Doubts have surfaced over the future of a much-vaunted plan for Australia to buy a new fleet of nuclear-powered submarines from the United States and the United Kingdom, a year after the deal was announced.

The multibillion-dollar deal reached in September last year was heralded as a key component of the new strategic partnership of Australia, the UK and the US, known as AUKUS.

But amid some voices saying the deal would break nuclear nonproliferation rules, it is also not clear in Australia whether the nation has the industrial capacity, or the technical expertise, to build the new submarines, and whether Australia can afford to pay for them.

On Sept 26, Peter Malinauskas, the premier of South Australia state, told journalists the federal government had reassured him the submarines will be built in his state.

Since the deal was announced, two of the three leaders of the countries involved - Britain's Boris Johnson and Australia's Scott Morrison - have been replaced as prime minister.

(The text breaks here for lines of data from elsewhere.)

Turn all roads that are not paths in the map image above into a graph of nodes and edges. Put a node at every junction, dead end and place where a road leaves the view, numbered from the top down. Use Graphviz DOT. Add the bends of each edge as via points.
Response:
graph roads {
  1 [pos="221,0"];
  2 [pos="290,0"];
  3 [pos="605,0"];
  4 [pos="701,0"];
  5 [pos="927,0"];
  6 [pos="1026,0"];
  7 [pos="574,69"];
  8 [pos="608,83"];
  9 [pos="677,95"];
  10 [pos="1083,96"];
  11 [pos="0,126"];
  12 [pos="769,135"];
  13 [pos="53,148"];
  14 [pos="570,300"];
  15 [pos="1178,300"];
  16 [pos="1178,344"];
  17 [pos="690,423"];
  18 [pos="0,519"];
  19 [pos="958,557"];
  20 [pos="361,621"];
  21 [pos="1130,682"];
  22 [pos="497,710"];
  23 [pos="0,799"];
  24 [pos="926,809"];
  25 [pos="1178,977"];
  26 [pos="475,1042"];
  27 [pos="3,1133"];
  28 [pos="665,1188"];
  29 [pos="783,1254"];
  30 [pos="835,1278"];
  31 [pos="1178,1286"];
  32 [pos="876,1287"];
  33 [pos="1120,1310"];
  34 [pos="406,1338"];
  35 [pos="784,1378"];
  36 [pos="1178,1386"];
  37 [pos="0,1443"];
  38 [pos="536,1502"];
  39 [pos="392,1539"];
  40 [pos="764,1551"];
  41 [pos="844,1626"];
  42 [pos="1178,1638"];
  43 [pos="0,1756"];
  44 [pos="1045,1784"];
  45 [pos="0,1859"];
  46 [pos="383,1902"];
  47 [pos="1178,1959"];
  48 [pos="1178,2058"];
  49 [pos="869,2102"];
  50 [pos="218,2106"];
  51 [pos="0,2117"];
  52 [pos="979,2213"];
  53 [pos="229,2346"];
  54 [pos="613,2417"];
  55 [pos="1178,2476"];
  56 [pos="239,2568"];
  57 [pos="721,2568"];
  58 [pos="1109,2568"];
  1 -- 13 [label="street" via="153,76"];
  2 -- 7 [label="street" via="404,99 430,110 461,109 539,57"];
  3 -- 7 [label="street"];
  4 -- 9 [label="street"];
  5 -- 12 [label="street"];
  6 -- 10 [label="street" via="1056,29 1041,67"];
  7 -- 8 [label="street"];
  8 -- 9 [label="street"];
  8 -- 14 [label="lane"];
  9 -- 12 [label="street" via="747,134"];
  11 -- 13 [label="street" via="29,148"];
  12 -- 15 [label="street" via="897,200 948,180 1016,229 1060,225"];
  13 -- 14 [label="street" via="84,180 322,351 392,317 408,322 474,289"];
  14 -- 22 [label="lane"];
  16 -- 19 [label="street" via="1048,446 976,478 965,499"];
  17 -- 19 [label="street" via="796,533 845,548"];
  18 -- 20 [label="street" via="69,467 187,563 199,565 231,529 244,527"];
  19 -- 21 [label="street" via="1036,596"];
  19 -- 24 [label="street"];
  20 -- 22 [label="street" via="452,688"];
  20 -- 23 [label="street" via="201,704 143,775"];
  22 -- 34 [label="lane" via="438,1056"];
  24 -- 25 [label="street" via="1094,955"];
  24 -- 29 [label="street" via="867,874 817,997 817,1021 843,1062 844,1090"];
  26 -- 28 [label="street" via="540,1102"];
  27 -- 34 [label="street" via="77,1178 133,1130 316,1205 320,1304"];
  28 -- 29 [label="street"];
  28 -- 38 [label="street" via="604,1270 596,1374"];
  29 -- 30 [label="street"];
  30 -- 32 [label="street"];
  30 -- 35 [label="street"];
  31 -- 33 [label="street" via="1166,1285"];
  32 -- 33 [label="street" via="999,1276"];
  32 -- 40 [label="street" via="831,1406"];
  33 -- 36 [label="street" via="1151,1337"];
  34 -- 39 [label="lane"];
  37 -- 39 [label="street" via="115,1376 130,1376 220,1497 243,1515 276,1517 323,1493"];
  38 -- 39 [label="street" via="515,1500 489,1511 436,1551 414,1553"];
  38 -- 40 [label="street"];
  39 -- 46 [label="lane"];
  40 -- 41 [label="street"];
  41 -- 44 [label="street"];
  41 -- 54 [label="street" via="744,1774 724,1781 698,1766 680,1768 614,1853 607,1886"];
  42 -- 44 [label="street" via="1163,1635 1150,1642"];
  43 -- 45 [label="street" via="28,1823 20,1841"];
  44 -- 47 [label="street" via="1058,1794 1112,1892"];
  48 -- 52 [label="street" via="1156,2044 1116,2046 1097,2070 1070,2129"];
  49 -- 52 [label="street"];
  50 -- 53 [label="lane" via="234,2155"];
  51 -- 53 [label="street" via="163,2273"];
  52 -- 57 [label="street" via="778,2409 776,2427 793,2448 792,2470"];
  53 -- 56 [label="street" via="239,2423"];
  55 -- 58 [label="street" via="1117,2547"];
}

With a price tag of more than A$190 billion ($122.4 billion) for eight nuclear submarines, some have questioned whether the deal will be carried out amid the current economic climate.

The agreement also angered France, which had an A$90 billion deal with Australia to build a new fleet of conventional submarines to replace Australia's six aging, diesel-powered Collins-class vessels. The Australian government is expected to pay French shipbuilder Naval Group $538 million in compensation for abandoning the deal.

Former South Australian senator and submariner Rex Patrick said, "The US engage in operations all around the world and they're important operations, and the US Navy is not going to cede a capability so that Australia can get submarines (so they can) dip their toe in the water."

In addition, the US reportedly might have trouble meeting its own building program for nuclear submarines.

This issue was highlighted on Sept 1 when Rear Admiral Scott Pappano, the executive officer for the US strategic submarines program, was asked about the US shipbuilding workforce and the implications of the partnership with Australia.

Pappano said that the plan could hamper his nation's own nuclear submarine program, as well as that of the United Kingdom.

"If we were going to add additional submarine construction to our industrial base, that would be detrimental to us right now," he said.

Another problem is that the nuclear technology used by the US is highly secretive, and some doubt that the US Congress would agree to allow the technology transfer, even to a close ally like Australia.

It has also been questioned whether the UK could provide Australia with a nuclear-powered submarine, as it is only building seven Astute-class subs before it moves to a new model.

"A year on, it is hard to think of a major defense or foreign policy initiative in living memory with such a stark divergence between what the public knows and what the government and its officials know," said Sam Roggeveen, director of the International Security Program at the Lowy Institute, an Australia-based think tank.

Writing in the institute's online magazine The Interpreter, he said: "Australians deserve to hear the detail. And more importantly, Australians need to hear from their government about how these submarines fit the nation's military strategy and identity.

"Australia has always been a loyal US ally, but it has never before placed itself at the forefront of US planning for a confrontation with a superpower. And it has never before gone so dramatically on the offensive in its weapons acquisition, buying a weapon expressly designed to hem in China's Navy."

Roggeveen added, "This is a question not just of military strategy but of how Australia defines itself as an international actor, and as a nation."

In July, two Chinese academic entities released a report saying that the deal has set a "dangerous precedent" for the illegal transfer of weapons-grade nuclear materials and thus constitutes a blatant act of nuclear proliferation.

The report was released by the China Arms Control and Disarmament Association and the China Institute of Nuclear Industry Strategy.

The report said the AUKUS nuclear-powered submarine collaboration runs counter to the spirit of the South Pacific Nuclear Free Zone Treaty and also undermines efforts by the Association of Southeast Asian Nations to establish a zone free of nuclear weapons.

"The United States and Britain are directly giving Australia tons of weapons-grade nuclear materials. This is without a doubt an act of nuclear proliferation," said Zhang Yan, president of the China Arms Control and Disarmament Association.